Chaque certificat est associé à un sous-jacent, dont il suit plus ou moins l’évolution du cours, en fonction de ses caractéristiques.
En effet, un certificat permet à son détenteur de jouer un scénario boursier pour différents types de sous-jacents.
On peut distinguer trois grandes catégories de sous-jacents :
- Les actions, surtout celles les plus traitées en terme de volume comme les valeurs du CAC 40.
- Les indices, avec le CAC 40 et l’EUROSTOXX 50, pour ne parler que des plus utilisés.
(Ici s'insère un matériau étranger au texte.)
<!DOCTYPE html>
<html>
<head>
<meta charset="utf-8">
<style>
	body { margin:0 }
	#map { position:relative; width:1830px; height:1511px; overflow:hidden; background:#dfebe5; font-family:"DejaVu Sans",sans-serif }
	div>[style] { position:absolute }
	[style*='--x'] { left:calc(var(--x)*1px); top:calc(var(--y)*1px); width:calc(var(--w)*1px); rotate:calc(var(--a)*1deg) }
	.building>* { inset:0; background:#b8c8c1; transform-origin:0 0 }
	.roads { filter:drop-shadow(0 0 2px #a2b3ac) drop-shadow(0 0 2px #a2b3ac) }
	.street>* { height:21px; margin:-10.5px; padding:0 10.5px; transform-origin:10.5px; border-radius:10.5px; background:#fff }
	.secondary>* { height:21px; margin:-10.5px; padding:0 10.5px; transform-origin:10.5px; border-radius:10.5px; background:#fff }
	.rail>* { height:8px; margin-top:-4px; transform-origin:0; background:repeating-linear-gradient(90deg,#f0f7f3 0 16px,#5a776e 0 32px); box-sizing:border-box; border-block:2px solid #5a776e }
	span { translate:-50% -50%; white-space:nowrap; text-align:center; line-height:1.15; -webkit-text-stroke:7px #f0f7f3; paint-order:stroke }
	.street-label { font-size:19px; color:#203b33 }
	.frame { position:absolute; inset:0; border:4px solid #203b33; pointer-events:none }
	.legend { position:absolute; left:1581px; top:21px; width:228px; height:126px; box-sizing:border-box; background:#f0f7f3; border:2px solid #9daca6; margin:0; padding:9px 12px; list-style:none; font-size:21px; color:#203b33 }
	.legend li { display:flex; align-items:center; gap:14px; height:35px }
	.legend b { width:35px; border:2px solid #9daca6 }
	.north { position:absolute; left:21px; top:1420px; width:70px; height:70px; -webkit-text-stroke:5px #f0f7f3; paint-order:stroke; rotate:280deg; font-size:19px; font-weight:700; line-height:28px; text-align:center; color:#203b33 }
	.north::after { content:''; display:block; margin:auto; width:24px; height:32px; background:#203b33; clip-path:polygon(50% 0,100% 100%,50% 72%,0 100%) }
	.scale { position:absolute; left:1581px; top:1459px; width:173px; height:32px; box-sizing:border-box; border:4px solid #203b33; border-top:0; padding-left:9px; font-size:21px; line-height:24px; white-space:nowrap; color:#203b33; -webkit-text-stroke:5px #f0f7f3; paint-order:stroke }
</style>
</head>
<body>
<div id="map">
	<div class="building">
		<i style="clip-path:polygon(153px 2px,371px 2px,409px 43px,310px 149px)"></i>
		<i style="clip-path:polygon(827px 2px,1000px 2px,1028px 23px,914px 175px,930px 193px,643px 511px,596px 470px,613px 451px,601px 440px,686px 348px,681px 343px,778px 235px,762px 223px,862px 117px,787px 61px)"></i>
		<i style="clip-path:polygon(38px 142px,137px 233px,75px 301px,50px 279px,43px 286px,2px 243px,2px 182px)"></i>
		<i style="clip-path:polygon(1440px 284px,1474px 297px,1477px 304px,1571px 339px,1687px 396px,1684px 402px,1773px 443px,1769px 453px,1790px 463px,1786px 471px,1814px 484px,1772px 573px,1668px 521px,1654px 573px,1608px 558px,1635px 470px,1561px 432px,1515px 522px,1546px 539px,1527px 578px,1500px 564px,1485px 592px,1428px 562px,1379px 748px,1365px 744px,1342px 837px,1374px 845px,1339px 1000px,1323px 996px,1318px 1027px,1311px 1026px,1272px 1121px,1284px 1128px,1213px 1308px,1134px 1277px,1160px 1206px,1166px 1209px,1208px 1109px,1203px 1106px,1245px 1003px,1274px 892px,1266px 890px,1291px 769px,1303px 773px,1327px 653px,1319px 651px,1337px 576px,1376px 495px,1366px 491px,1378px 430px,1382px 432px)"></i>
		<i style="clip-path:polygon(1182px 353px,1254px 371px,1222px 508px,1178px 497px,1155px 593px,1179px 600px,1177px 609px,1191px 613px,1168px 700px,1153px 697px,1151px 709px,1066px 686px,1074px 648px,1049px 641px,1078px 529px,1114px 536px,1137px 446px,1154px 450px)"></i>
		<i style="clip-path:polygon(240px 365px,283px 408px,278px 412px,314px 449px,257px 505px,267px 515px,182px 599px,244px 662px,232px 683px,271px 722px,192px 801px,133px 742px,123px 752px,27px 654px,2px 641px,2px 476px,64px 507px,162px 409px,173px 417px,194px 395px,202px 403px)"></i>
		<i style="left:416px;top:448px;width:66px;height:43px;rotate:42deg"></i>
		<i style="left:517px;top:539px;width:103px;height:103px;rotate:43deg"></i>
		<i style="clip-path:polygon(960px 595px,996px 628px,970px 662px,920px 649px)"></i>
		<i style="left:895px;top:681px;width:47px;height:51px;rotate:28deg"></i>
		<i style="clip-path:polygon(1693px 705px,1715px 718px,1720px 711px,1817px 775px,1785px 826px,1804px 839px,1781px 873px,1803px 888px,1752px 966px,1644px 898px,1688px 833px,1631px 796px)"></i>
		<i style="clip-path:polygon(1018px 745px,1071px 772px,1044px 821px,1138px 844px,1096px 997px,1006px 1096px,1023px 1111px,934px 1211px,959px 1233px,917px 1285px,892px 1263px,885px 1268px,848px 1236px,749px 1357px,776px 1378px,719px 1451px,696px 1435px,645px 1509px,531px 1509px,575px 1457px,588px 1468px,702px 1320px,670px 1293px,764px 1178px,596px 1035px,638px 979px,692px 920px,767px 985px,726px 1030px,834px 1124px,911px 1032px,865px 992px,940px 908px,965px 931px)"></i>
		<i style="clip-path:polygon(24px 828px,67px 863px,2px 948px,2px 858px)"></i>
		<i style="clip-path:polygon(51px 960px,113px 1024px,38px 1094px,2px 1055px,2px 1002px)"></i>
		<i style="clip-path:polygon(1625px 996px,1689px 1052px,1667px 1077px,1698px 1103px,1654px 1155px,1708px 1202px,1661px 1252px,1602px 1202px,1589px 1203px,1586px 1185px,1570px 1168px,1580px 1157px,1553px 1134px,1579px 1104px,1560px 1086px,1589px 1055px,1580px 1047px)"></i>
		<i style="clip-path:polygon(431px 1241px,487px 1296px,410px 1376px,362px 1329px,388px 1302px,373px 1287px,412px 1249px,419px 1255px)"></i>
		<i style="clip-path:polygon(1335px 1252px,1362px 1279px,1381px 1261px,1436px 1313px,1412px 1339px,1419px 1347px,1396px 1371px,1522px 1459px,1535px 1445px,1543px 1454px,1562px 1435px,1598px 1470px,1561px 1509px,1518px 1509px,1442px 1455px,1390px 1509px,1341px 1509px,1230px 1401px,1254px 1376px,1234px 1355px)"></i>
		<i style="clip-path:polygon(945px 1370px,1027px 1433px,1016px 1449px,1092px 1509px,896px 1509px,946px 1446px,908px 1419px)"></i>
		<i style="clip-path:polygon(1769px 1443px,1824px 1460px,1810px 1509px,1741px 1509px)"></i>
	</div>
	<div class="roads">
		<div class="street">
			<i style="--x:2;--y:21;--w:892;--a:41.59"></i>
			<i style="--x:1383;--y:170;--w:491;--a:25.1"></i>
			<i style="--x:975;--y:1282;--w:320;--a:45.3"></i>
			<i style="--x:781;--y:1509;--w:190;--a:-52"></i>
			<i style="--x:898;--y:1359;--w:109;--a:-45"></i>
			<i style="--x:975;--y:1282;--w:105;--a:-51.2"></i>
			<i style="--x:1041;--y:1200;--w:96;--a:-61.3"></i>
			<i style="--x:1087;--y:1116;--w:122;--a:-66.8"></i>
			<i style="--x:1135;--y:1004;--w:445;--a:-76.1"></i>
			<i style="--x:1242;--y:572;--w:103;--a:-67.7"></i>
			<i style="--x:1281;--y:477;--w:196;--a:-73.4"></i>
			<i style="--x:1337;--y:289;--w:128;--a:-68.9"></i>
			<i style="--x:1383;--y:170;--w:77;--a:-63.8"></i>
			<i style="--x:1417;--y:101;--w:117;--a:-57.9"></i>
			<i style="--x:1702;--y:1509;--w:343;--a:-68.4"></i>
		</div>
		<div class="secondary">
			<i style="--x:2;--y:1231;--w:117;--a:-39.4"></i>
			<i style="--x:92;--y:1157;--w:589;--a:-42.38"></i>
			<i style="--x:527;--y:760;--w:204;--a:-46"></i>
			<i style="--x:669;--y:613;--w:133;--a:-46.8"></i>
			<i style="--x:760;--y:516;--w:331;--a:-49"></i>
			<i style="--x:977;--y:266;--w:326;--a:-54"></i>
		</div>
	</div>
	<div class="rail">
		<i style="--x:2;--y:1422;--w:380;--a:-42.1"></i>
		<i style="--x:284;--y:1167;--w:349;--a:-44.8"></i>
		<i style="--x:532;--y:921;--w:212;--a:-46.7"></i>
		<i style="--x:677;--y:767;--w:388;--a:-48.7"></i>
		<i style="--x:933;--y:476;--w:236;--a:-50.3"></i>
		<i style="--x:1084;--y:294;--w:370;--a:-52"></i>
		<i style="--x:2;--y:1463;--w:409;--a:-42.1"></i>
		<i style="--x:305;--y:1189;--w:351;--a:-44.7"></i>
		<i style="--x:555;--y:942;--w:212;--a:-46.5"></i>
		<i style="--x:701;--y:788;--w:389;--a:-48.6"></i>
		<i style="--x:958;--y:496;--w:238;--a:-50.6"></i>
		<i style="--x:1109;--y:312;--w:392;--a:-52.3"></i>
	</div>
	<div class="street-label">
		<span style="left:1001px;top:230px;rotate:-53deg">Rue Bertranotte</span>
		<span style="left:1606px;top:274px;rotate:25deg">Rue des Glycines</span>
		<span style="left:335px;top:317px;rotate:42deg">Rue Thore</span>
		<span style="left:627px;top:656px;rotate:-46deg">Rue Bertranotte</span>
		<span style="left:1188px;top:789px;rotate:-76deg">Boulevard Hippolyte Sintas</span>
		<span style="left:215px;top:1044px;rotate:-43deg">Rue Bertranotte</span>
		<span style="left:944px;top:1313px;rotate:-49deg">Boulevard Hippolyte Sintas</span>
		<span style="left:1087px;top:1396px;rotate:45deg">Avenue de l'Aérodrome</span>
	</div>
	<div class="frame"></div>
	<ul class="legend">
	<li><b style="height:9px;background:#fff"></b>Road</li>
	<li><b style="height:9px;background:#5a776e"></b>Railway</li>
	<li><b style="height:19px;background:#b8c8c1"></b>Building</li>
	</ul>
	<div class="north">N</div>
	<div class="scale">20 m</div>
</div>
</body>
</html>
- Enfin, il est aussi possible d’investir sur un panier d’actions, représentatif d’un secteur d’activité, d’une partie d’indices et bien d’autres types de combinaisons.
Lors de l’émission d’un certificat par un établissement financier, une date d’échéance est fixée par ce dernier. Le certificat sera remboursé quand arrivera son échéance, en fonction de la valeur du sous-jacent et les caractéristiques du certificat. La durée de vie d’un certificat peut aller de 1 à 8 ans.
- La rubrique ZB vous donne accès aux certificats SPREAD, BARRIERE ACTIONS et BARRIERE INDICES :
- Le certificat Barrière actions/indices : Ce certificat, qui peut avoir comme sous-jacent un indice ou une action, permet de jouer un scénario haussier ou baissier.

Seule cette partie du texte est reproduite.